Task requirements
Please repeat the entries exactly as they appear and omit any images.

Recorded data:
>>>

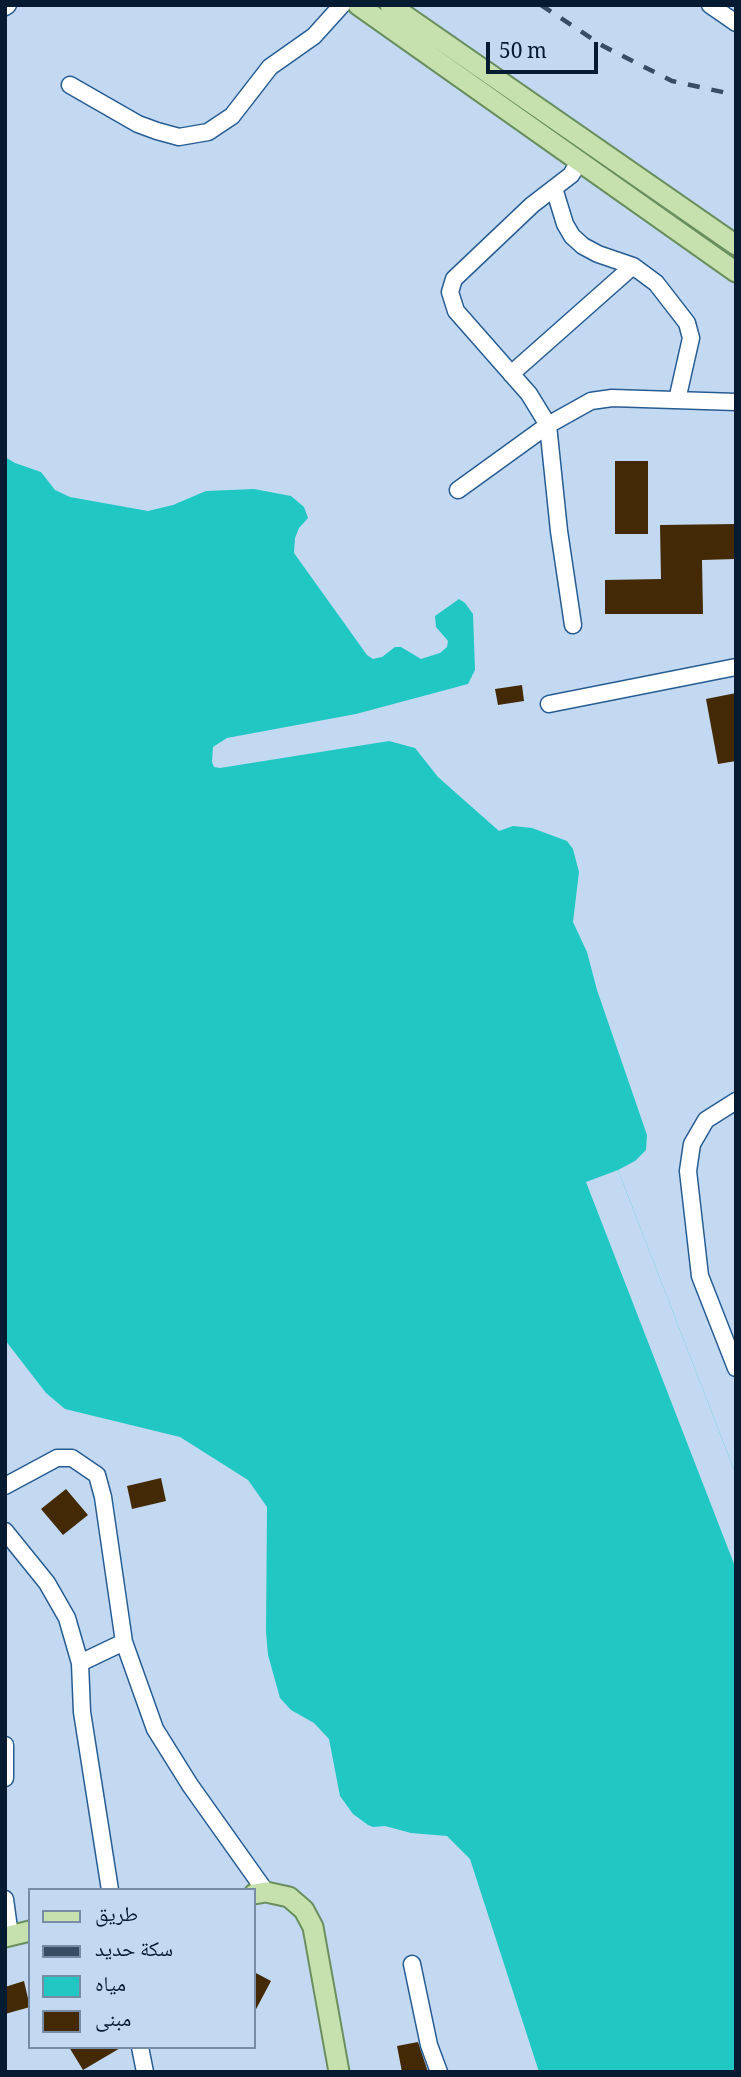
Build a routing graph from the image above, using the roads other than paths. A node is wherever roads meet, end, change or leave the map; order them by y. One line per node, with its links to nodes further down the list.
1 (342, 5): 6 (street)
2 (358, 5): 7 (main road)
3 (390, 5): 9 (main road)
4 (710, 5): 5 (street)
5 (736, 23)
6 (70, 85)
7 (579, 162): 8 (street); 11 (main road)
8 (554, 188): 10 (street); 12 (street)
9 (736, 245)
10 (633, 266): 12 (street); 13 (street)
11 (736, 272)
12 (511, 374): 15 (street)
13 (677, 400): 14 (street); 15 (street)
14 (736, 402)
15 (548, 425): 16 (street); 17 (street)
16 (458, 490)
17 (573, 625)
18 (736, 667): 19 (street)
19 (549, 704)
20 (736, 1101): 21 (street)
21 (736, 1368)
22 (5, 1486): 24 (street)
23 (5, 1531): 25 (street)
24 (124, 1642): 25 (street); 29 (street)
25 (80, 1663): 28 (street)
26 (5, 1745): 27 (street)
27 (5, 1778)
28 (110, 1888)
29 (260, 1893): 36 (main road)
30 (5, 1899): 32 (street)
31 (28, 1931): 32 (main road)
32 (7, 1936)
33 (412, 1964): 37 (street)
34 (140, 2049): 35 (street)
35 (145, 2072)
36 (339, 2072)
37 (439, 2072)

<<<

Response area
Build a routing graph from the image above, using the roads other than paths. A node is wherever roads meet, end, change or leave the map; order them by y. One line per node, with its links to nodes further down the list.
1 (342, 5): 6 (street)
2 (358, 5): 7 (main road)
3 (390, 5): 9 (main road)
4 (710, 5): 5 (street)
5 (736, 23)
6 (70, 85)
7 (579, 162): 8 (street); 11 (main road)
8 (554, 188): 10 (street); 12 (street)
9 (736, 245)
10 (633, 266): 12 (street); 13 (street)
11 (736, 272)
12 (511, 374): 15 (street)
13 (677, 400): 14 (street); 15 (street)
14 (736, 402)
15 (548, 425): 16 (street); 17 (street)
16 (458, 490)
17 (573, 625)
18 (736, 667): 19 (street)
19 (549, 704)
20 (736, 1101): 21 (street)
21 (736, 1368)
22 (5, 1486): 24 (street)
23 (5, 1531): 25 (street)
24 (124, 1642): 25 (street); 29 (street)
25 (80, 1663): 28 (street)
26 (5, 1745): 27 (street)
27 (5, 1778)
28 (110, 1888)
29 (260, 1893): 36 (main road)
30 (5, 1899): 32 (street)
31 (28, 1931): 32 (main road)
32 (7, 1936)
33 (412, 1964): 37 (street)
34 (140, 2049): 35 (street)
35 (145, 2072)
36 (339, 2072)
37 (439, 2072)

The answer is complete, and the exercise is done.